CSV splitting causes errors - powershell

Could you please help me with an issue described below?
I wrote a script in PS which tries to split large CSV file (30 000 rows / 6MB) into smaller ones. New files are named as a mix of 1st and 2nd column content. If file already exists, script only appends new lines.
Main CSV file example:
Site;OS.Type;Hostname;IP address
Amsterdam;Server;AMS_SRVDEV01;10.10.10.12
Warsaw;Workstation;WAR-L4D6;10.10.20.22
Ankara;Workstation;AN-D5G36;10.10.13.22
Warsaw;Workstation;WAR-SRVTST02;10.10.20.33
Amsterdam;Server;LON-SRV545;10.10.10.244
PowerShell Version: 5.1.17134.858
function Csv-Splitter {
$fileName = Read-Host "Pass file name to process: "
$FileToProcess = Import-Csv "$fileName.csv" -Delimiter ';'
$MyList = New-Object System.Collections.Generic.List[string]
foreach ($row in $FileToProcess) {
if ("$($row.'OS.Type')-$($row.Site)" -notin $MyList) {
$MyList.Add("$($row.'OS.Type')-$($row.Site)")
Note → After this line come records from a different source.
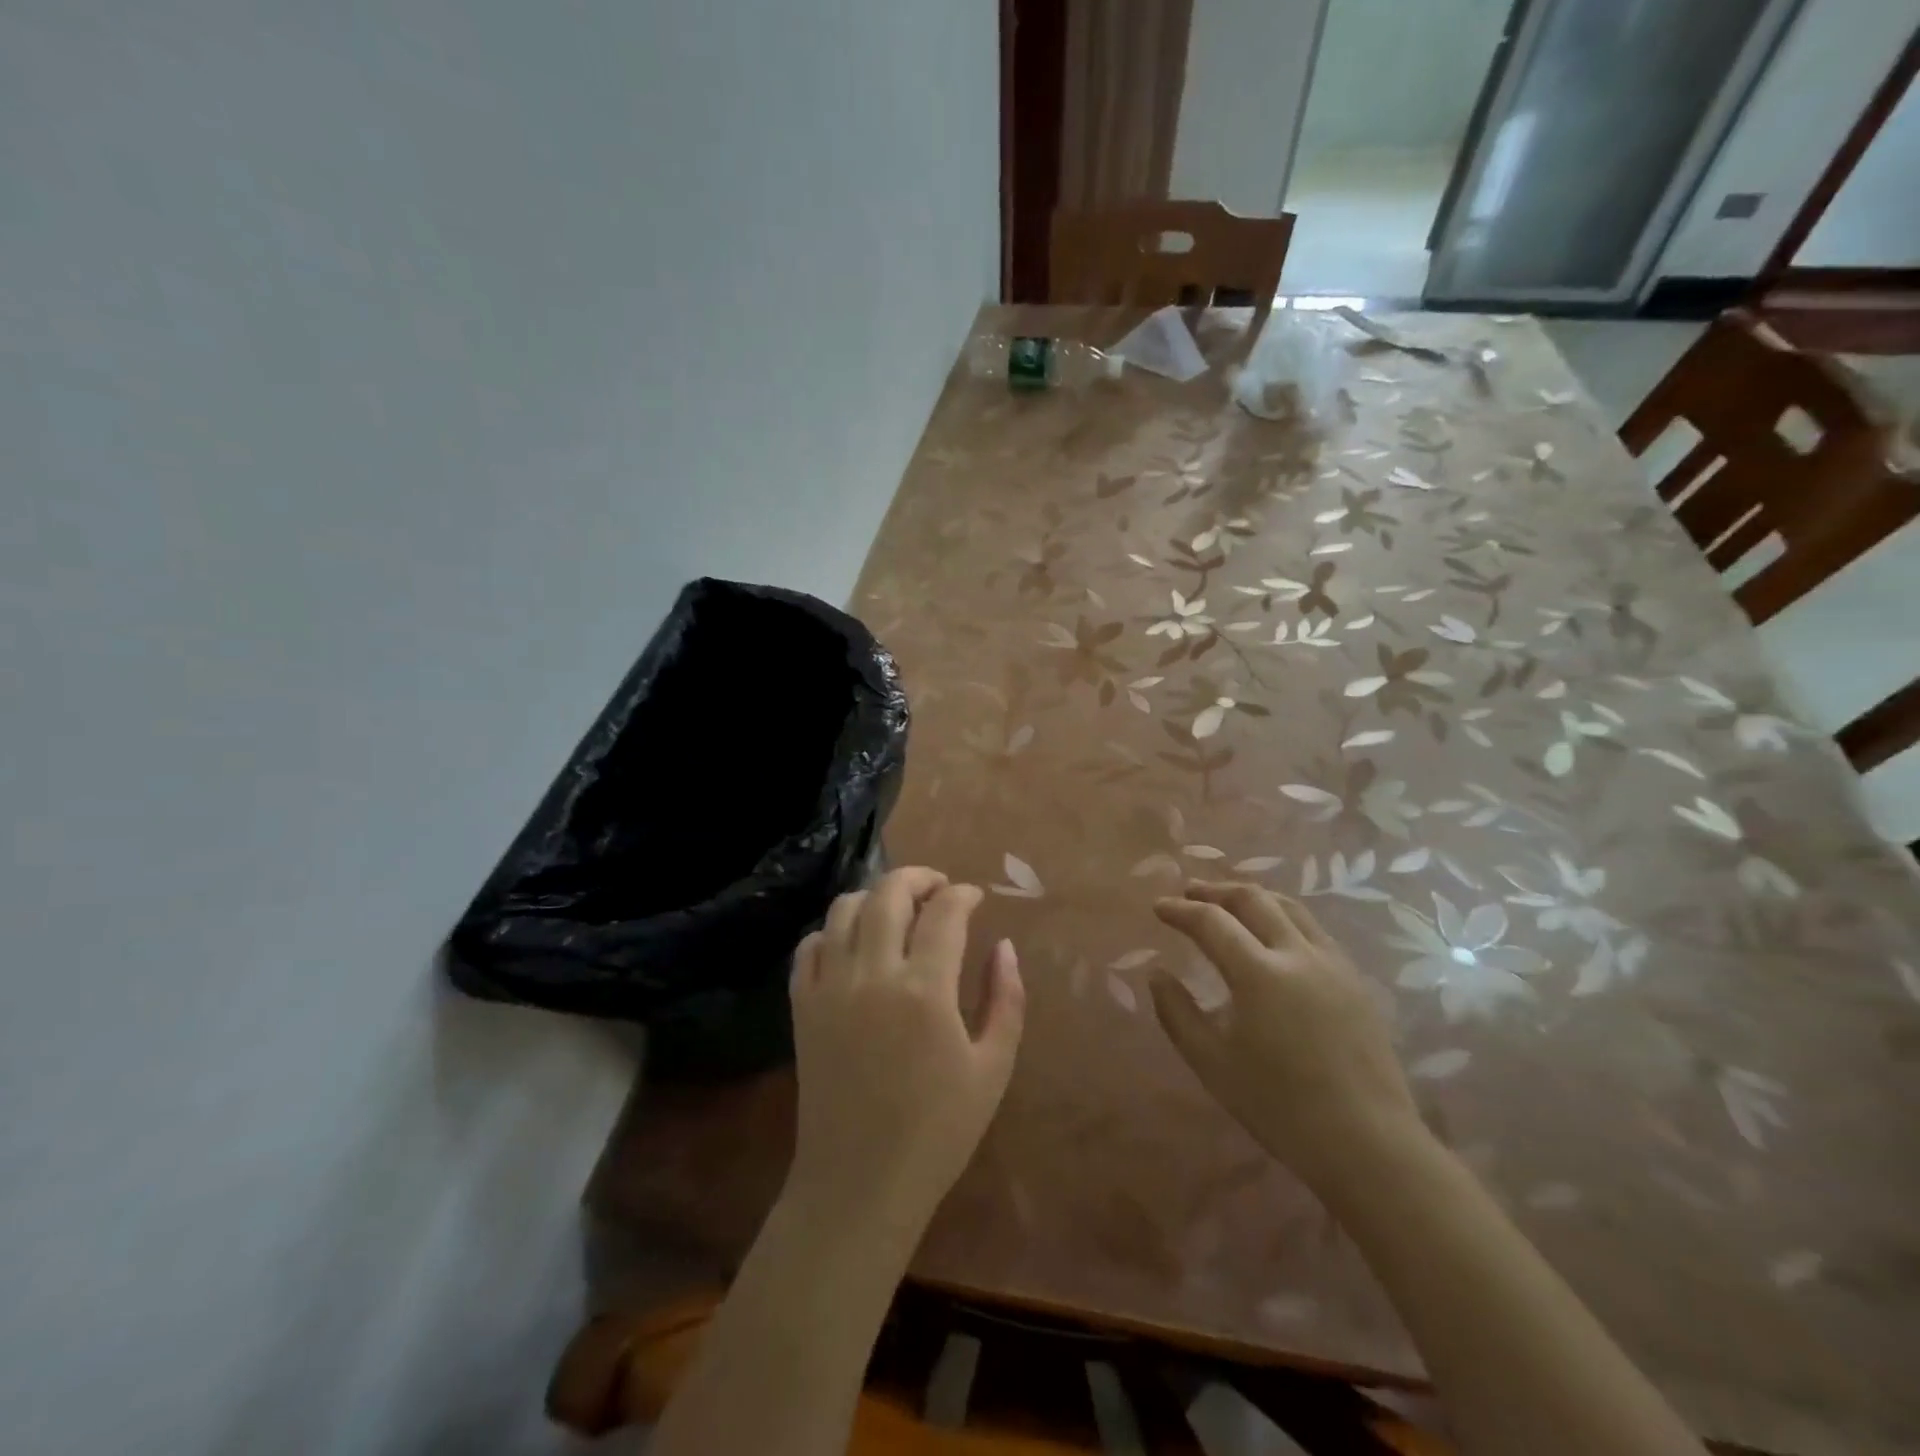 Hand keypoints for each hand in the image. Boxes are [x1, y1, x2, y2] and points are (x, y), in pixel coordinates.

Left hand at [786, 867, 1025, 1235]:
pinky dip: (833, 929)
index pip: (945, 912)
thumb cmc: (937, 1132)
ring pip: (845, 908)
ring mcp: (830, 987)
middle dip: (919, 878)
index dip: (963, 894)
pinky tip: (854, 944)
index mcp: (926, 989)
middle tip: (939, 888)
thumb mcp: (993, 1068)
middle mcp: (873, 974)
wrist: (858, 1184)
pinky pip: (810, 945)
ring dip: (875, 896)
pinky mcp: (802, 1006)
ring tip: (897, 910)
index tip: (975, 898)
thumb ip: (1005, 998)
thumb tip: (1004, 946)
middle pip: (889, 893)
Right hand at [1151, 882, 1424, 1193]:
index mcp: (1259, 973)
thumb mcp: (1211, 1062)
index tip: (1158, 907)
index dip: (1180, 910)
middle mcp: (1297, 954)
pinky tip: (1274, 935)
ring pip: (1289, 907)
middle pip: (1253, 899)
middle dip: (1216, 890)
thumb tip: (1157, 974)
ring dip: (1253, 897)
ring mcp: (1333, 964)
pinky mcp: (1355, 980)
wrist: (1367, 1143)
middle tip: (1189, 892)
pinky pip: (1314, 930)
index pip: (1211, 921)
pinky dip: (1283, 916)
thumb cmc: (1279, 1106)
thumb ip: (1177, 1012)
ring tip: (1229, 902)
$row | Export-Csv -Delimiter ";" -Append -NoTypeInformation "$($row.'OS.Type')-$($row.Site).csv"
}
else {
$row | Export-Csv -Delimiter ";" -Append -NoTypeInformation "$($row.'OS.Type')-$($row.Site).csv"
}
}
}
Basically, code works fine, however it generates some errors from time to time when it process through the loop. This causes lack of some rows in new files - number of missing rows equals to amount of errors:
Export-Csv : The process cannot access the file 'C:\xxx\xxx\xxx.csv' because
it is being used by another process.

Export-Csv is synchronous - by the time it returns, the output file has already been closed - so the code in the question does not explain the problem.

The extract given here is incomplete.